With the rise of industrialization, globalization, and mass production, the manufacturing productivity has been dramatically increased and accordingly the availability of consumer goods. And with the rise of the mass media, various products have been targeted on broad groups of consumers. Consumerism, which is propelled by a system of mass production and high levels of consumption, has been one of the themes in art works from twentieth century till now.

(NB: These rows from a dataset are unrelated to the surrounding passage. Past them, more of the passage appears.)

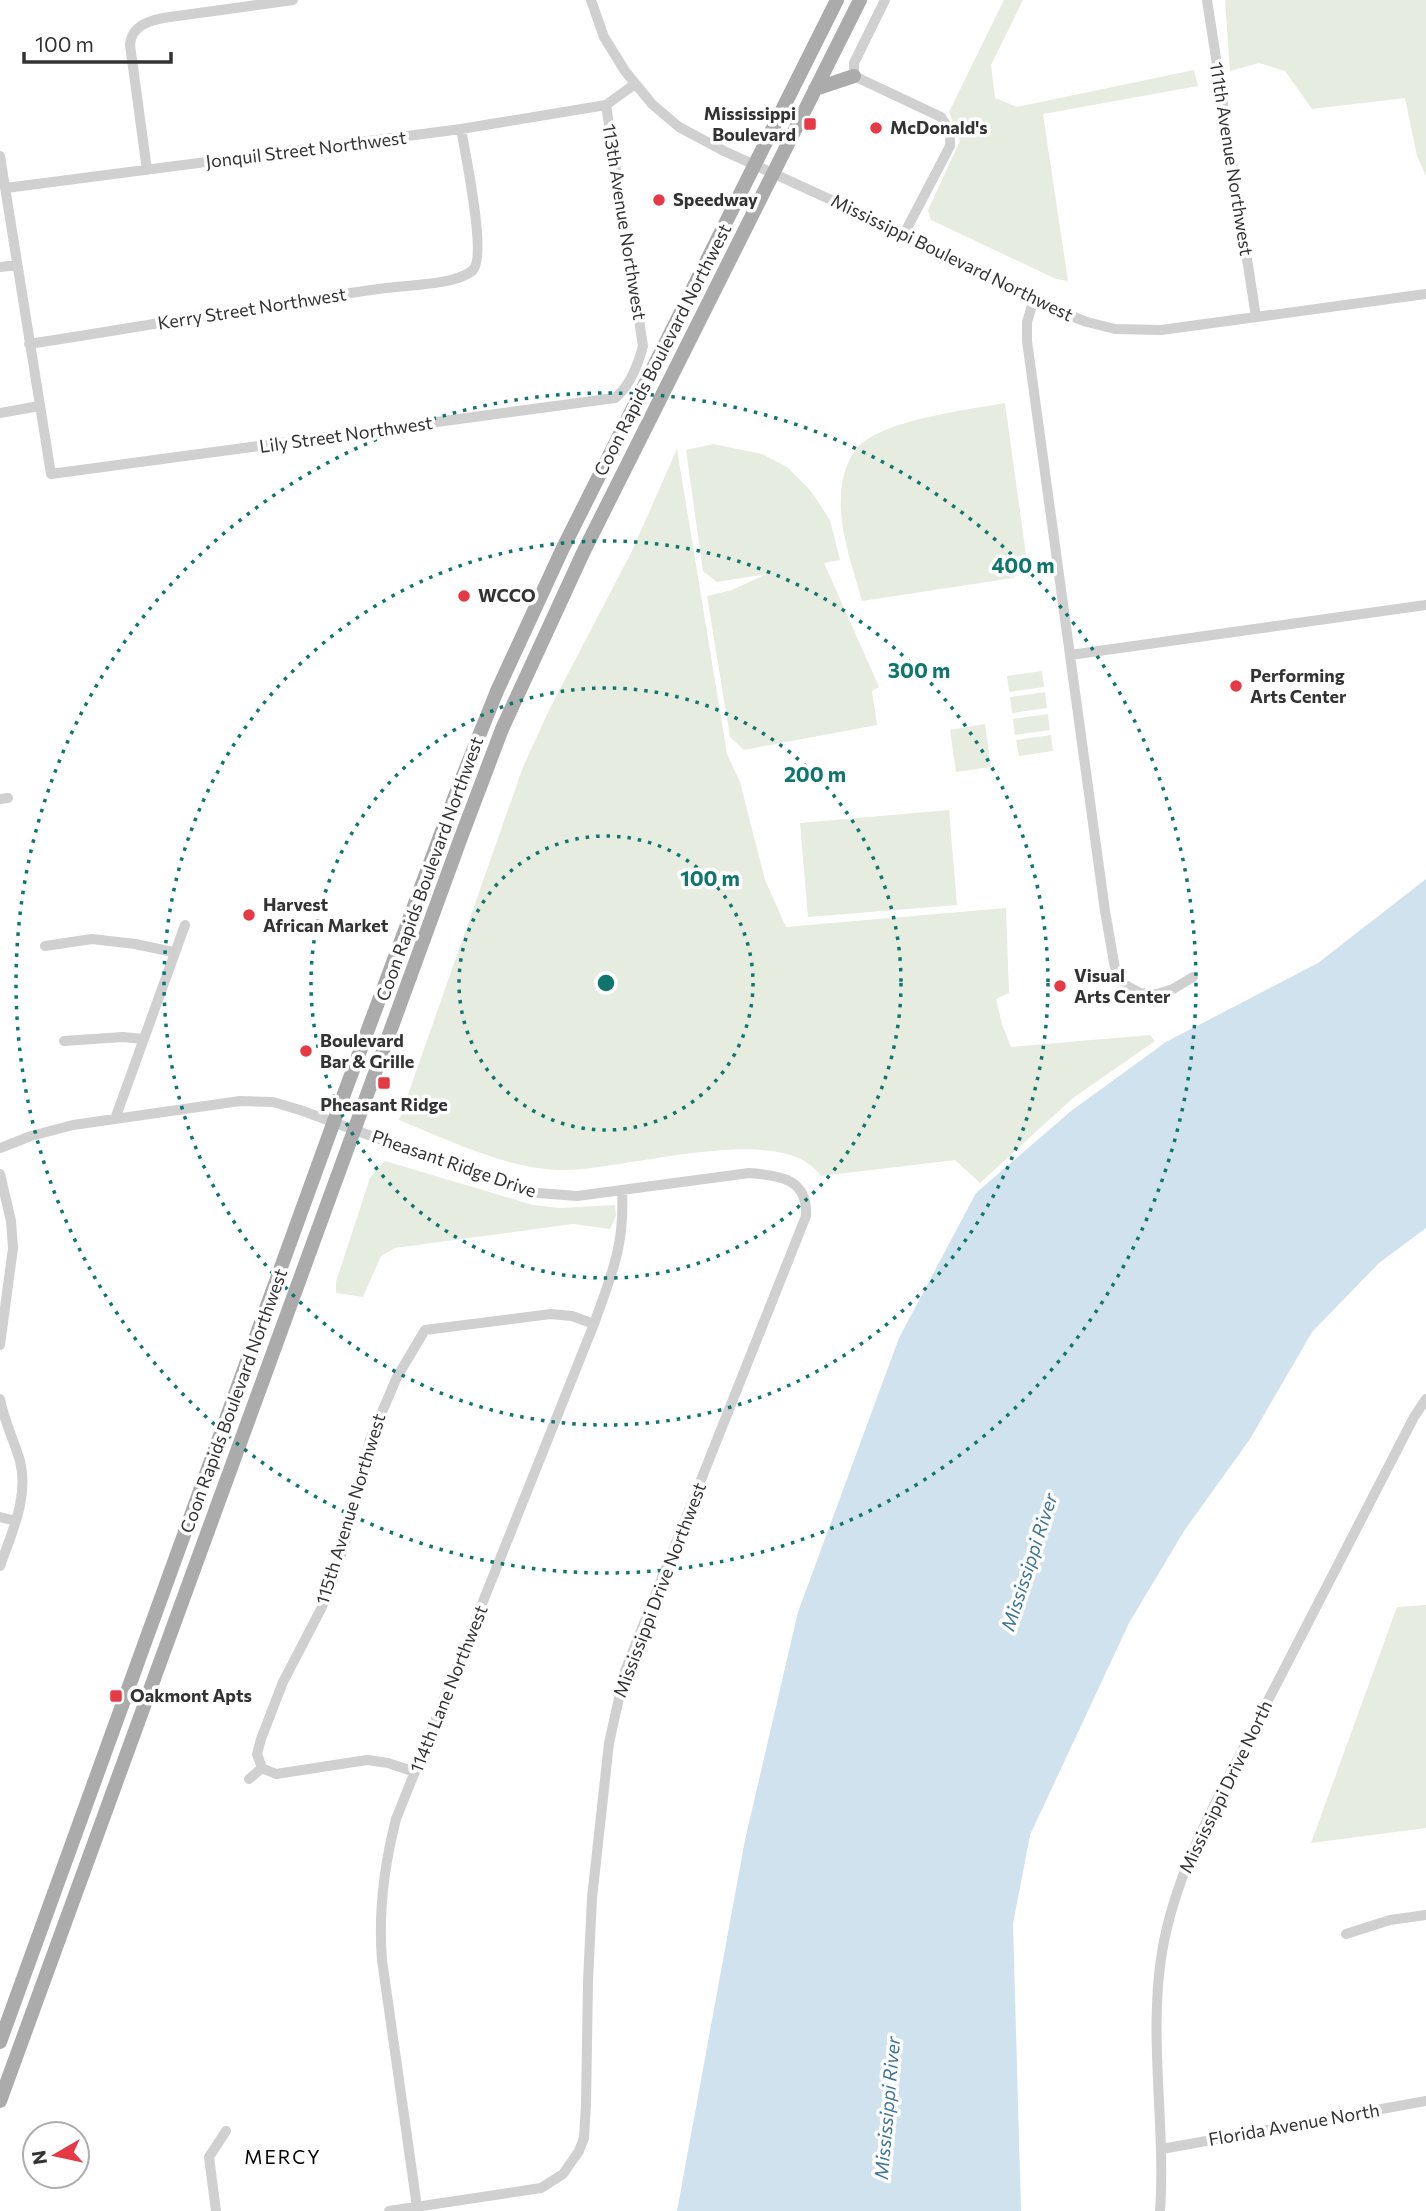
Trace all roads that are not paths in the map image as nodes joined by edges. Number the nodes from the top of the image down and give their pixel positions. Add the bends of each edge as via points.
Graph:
1 (293, 0) edge
2 (591, 0) edge
3 (837, 0) edge
4 (860, 0) edge
5 (885, 0) edge
6 (1207, 0) edge
7 (854, 76) junction
8 (635, 84) junction
9 (815, 89) junction
10 (606, 105) junction
11 (461, 129) junction
12 (0, 156) edge
13 (755, 165) junction
14 (147, 170) junction
15 (774, 173) junction
16 (6, 188) junction
17 (904, 234) junction
18 (17, 265) junction
19 (0, 267) edge
20 (1426, 294) edge
21 (1034, 299) junction
22 (1256, 317) junction
23 (29, 344) junction
24 (630, 379) joint
25 (39, 407) junction
26 (0, 413) edge
27 (1426, 605) edge
28 (1070, 655) junction
29 (184, 925) dead end
30 (45, 946) dead end
31 (173, 952) junction
32 (1193, 977) dead end
33 (142, 1039) junction
34 (64, 1041) dead end
35 (115, 1119) junction
36 (334, 1122) junction
37 (354, 1129) junction
38 (0, 1148) edge
39 (0, 1174) edge
40 (622, 1190) junction
41 (806, 1216) joint
42 (594, 1324) junction
43 (0, 1345) edge
44 (0, 1399) edge
45 (1426, 1399) edge
46 (0, 1517) edge
47 (16, 1521) junction
48 (0, 1566) edge
49 (262, 1768) junction
50 (415, 1772) junction
51 (249, 1779) dead end
52 (1426, 1915) edge
53 (1346, 1934) dead end
54 (0, 2042) edge
55 (0, 2101) edge
56 (1426, 2101) edge
57 (226, 2131) dead end
58 (1162, 2149) junction
59 (417, 2207) junction
60 (216, 2211) edge
61 (389, 2211) edge
62 (1160, 2211) edge

1 - 14 street via 163,18 136,29 130,46
2 - 8 street, Mississippi Boulevard Northwest via 614,55
3 - 13 main road, Coon Rapids Boulevard Northwest
4 - 9 main road, Coon Rapids Boulevard Northwest
5 - 7 street via 854,63
6 - 22 street, 111th Avenue Northwest
7 - 9 main road
7 - 17 street via 941,117 949,131 950,146
8 - 10 street
8 - 13 street, Mississippi Boulevard Northwest via 679,127
9 - 15 main road, Coon Rapids Boulevard Northwest
10 - 11 street, Jonquil Street Northwest
10 - 24 street, 113th Avenue Northwest via 643,346
11 - 14 street, Jonquil Street Northwest
11 - 23 street, Kerry Street Northwest via 476,214 478,260 473,270 454,279
12 - 16 street
13 - 15 street, Mississippi Boulevard Northwest
13 - 36 main road, Coon Rapids Boulevard Northwest via 562,550 498,691
14 - 16 street, Jonquil Street Northwest
15 - 17 street, Mississippi Boulevard Northwest
15 - 37 main road, Coon Rapids Boulevard Northwest via 526,674
16 - 18 street
17 - 21 street, Mississippi Boulevard Northwest
18 - 19 street
18 - 23 street
20 - 22 street, Mississippi Boulevard Northwest
21 - 22 street, Mississippi Boulevard Northwest via 1087,322 1125,330 1161,330
21 - 28 street via 1027,341
23 - 25 street
24 - 25 street, Lily Street Northwest via 611,400 51,474
25 - 26 street
27 - 28 street
28 - 32 street via 1116,975 1124,985 1150,994 1168,991
29 - 31 street
30 - 31 street via 92,939
31 - 33 street
33 - 34 street
33 - 35 street
35 - 36 street, Pheasant Ridge Drive via 254,1101 283,1104
35 - 38 street, Pheasant Ridge Drive via 59,1128
36 - 37 street, Pheasant Ridge Drive
36 - 54 main road, Coon Rapids Boulevard Northwest
37 - 40 street, Pheasant Ridge Drive via 528,1192 577,1196
37 - 55 main road, Coon Rapids Boulevard Northwest
39 - 43 street via 13,1248
40 - 41 street, Pheasant Ridge Drive via 719,1175 760,1174 798,1187 807,1200
40 - 42 street, 114th Lane Northwest via 621,1244
41 - 59 street, Mississippi Drive Northwest via 618,1696 592,1898 584,2138 573,2162 554,2181 531,2190
42 - 49 street, 115th Avenue Northwest via 551,1314 425,1330 397,1377 370,1440 334,1577 261,1739 257,1754
42 - 50 street, 114th Lane Northwest
44 - 47 street via 20,1462 21,1508
45 - 58 street, Mississippi Drive North via 1183,1870 1162,1952 1157,1995
46 - 47 street
47 - 48 street
49 - 50 street via 276,1774 367,1760
49 - 51 street
50 - 59 street, 114th Lane Northwest via 385,1864 380,1919
52 - 53 street
56 - 58 street, Florida Avenue North
57 - 60 street via 209,2157
58 - 62 street, Mississippi Drive North
59 - 61 street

In regard to consumerism and gender, I find two figures—Hannah Hoch and James Rosenquist--connected. Hoch once worked for a women's magazine of the huge Ullstein Press while Rosenquist once earned his living as a billboard painter at Artkraft-Strauss. They had been working within the mass media during the day and using the fragments from the industry to create art works at night before they moved to their own studios. The Beautiful Girl (1919-1920) and The Light That Won’t Fail I (1961) are examples I will use to explore consumerism and the relationship between consumerism and gender. As insiders of the mass culture, Hoch and Rosenquist take both content and technique from the visual vocabulary of mass consumption and transform them into art. Their approaches of creating art pieces witness changes in the consumer world at different time periods of history. As manifested in their works, The Beautiful Girl and The Light That Won’t Fail I, photomontage and billboard-like painting resemble the forms of advertising. And their different kinds of juxtaposition embody the experience of the consumer world and the artists’ allegorical comment on consumerism and gender.
Consumerism is not only acting within the works but also through the medium. . The two artists not onl...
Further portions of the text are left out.